Saved entries:

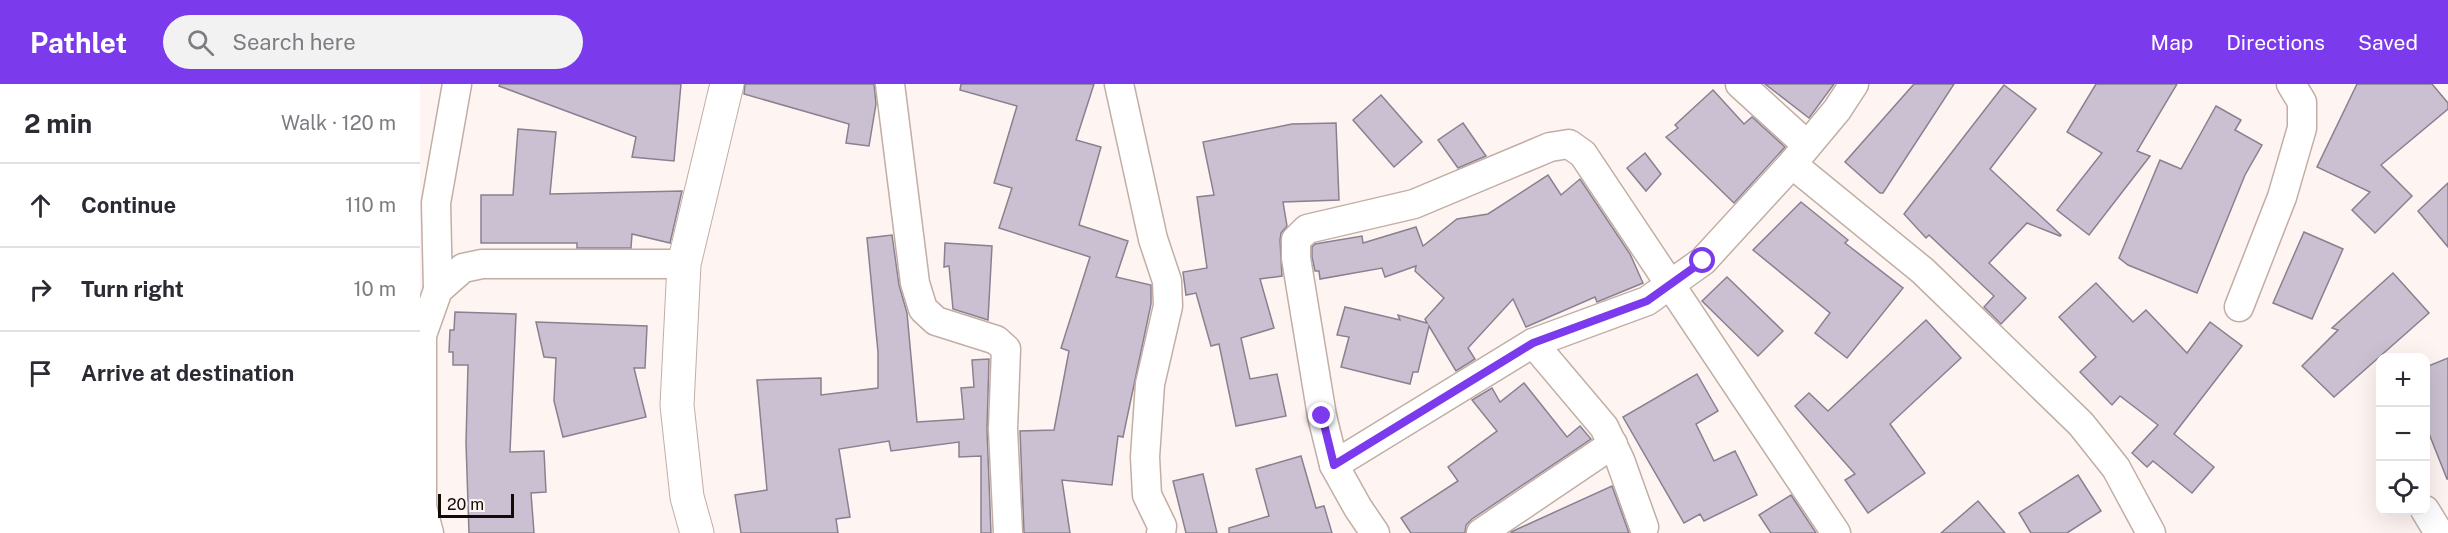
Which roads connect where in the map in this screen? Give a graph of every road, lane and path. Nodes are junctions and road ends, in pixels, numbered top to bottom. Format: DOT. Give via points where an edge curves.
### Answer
graph roads {
  1 [pos="457,84"];
  2 [pos="726,84"];
  3 [pos="890,84"];
  4 [pos="1119,84"];
  5 [pos="1740,84"];
  6 [pos="1854,84"];
  7 [pos="2291,84"];
  8 [pos="1800,154"];
  9 [pos="431,173"];
  10 [pos="684,264"];
  11 [pos="1669,285"];
  12 [pos="438,290"];
  13 [pos="2239,307"];
  14 [pos="1533,343"];
  15 [pos="1613,444"];
  16 [pos="1334,465"];
  17 [pos="2428,515"];
  18 [pos="424,516"];
  19 [pos="1644,526"];
  20 [pos="697,533"];
  21 [pos="1008,533"];
  22 [pos="1161,533"];
  23 [pos="1375,533"];
  24 [pos="1481,533"];
  25 [pos="1836,533"];
  26 [pos="2151,533"];
  27 [pos="2439,533"];
  1 -- 9 [label="street"];
  2 -- 10 [label="main road"];
  3 -- 21 [label="street" via="915,283 923,309 936,321 996,340 1006,349 1003,429"];
  4 -- 22 [label="street" via="1153,238 1167,281 1167,306 1150,384 1145,457 1147,495 1162,526"];
  5 -- 8 [label="street"];
  6 -- 8 [label="street"];
  7 -- 13 [label="street" via="2302,102 2302,128 2282,197"];
  8 -- 11 [label="street" via="1703,261"];
  8 -- 26 [label="street" via="2081,424 2116,468"];
  9 -- 12 [label="street" via="436,203"];
  10 -- 12 [label="street" via="482,264 463,267"];
  10 -- 20 [label="main road" via="677,405 687,497"];
  11 -- 14 [label="street" via="1647,301"];
  11 -- 16 [label="street" via="1583,154 1569,144 1550,147 1414,204 1308,229 1296,240 1296,258"];
  11 -- 25 [label="street"];
  12 -- 18 [label="street" via="422,335"];
  14 -- 15 [label="street" via="1604,427"];
  14 -- 16 [label="street"];
  15 -- 19 [label="street"];
  15 -- 24 [label="street"];
  16 -- 23 [label="street"];
  17 -- 27 [label="street"];
}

Problem statement —
Go through the records above line by line and say how many lines include "main", giving only that number.

Task solution —
2